(Saved data entries)
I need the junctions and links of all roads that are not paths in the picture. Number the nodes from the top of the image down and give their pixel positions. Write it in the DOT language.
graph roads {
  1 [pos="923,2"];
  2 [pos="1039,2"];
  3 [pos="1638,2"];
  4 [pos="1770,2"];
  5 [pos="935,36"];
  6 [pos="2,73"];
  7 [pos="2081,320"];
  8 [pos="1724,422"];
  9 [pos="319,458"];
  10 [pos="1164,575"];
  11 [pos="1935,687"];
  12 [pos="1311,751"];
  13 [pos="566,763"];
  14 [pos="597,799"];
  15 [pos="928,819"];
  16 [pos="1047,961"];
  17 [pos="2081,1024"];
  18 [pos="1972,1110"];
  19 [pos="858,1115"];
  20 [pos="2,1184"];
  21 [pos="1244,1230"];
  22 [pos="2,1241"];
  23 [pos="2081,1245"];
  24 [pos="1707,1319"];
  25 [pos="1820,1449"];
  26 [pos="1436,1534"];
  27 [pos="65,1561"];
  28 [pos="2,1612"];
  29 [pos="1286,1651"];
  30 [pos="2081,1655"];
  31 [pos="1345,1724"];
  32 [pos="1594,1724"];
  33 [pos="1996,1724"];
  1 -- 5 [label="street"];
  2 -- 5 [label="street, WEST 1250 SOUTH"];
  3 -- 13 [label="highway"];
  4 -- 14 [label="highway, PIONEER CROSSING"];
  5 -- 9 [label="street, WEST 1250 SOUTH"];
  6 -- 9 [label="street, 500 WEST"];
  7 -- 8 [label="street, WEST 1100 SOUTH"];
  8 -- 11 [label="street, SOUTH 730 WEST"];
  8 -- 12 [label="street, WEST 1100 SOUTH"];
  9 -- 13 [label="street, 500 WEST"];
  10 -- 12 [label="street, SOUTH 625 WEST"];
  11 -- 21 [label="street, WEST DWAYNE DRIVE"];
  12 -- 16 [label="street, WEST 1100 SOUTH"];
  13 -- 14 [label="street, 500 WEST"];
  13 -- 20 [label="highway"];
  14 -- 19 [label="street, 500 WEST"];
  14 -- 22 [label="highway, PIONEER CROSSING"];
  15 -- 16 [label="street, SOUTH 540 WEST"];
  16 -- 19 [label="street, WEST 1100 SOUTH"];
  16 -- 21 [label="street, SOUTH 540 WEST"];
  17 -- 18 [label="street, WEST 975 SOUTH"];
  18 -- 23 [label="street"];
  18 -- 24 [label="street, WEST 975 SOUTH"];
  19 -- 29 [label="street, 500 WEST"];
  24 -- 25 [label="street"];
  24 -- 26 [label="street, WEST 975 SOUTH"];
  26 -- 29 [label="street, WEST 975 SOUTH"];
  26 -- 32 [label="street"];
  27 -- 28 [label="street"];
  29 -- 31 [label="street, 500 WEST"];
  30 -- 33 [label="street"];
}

▶ _WORK INSTRUCTION_:
Search the data above for the string "highway". Report every line where it is found.

▶ _TASK OUTPUT_:
  3 -- 13 [label="highway"];
  4 -- 14 [label="highway, PIONEER CROSSING"];
  13 -- 20 [label="highway"];
  14 -- 22 [label="highway, PIONEER CROSSING"];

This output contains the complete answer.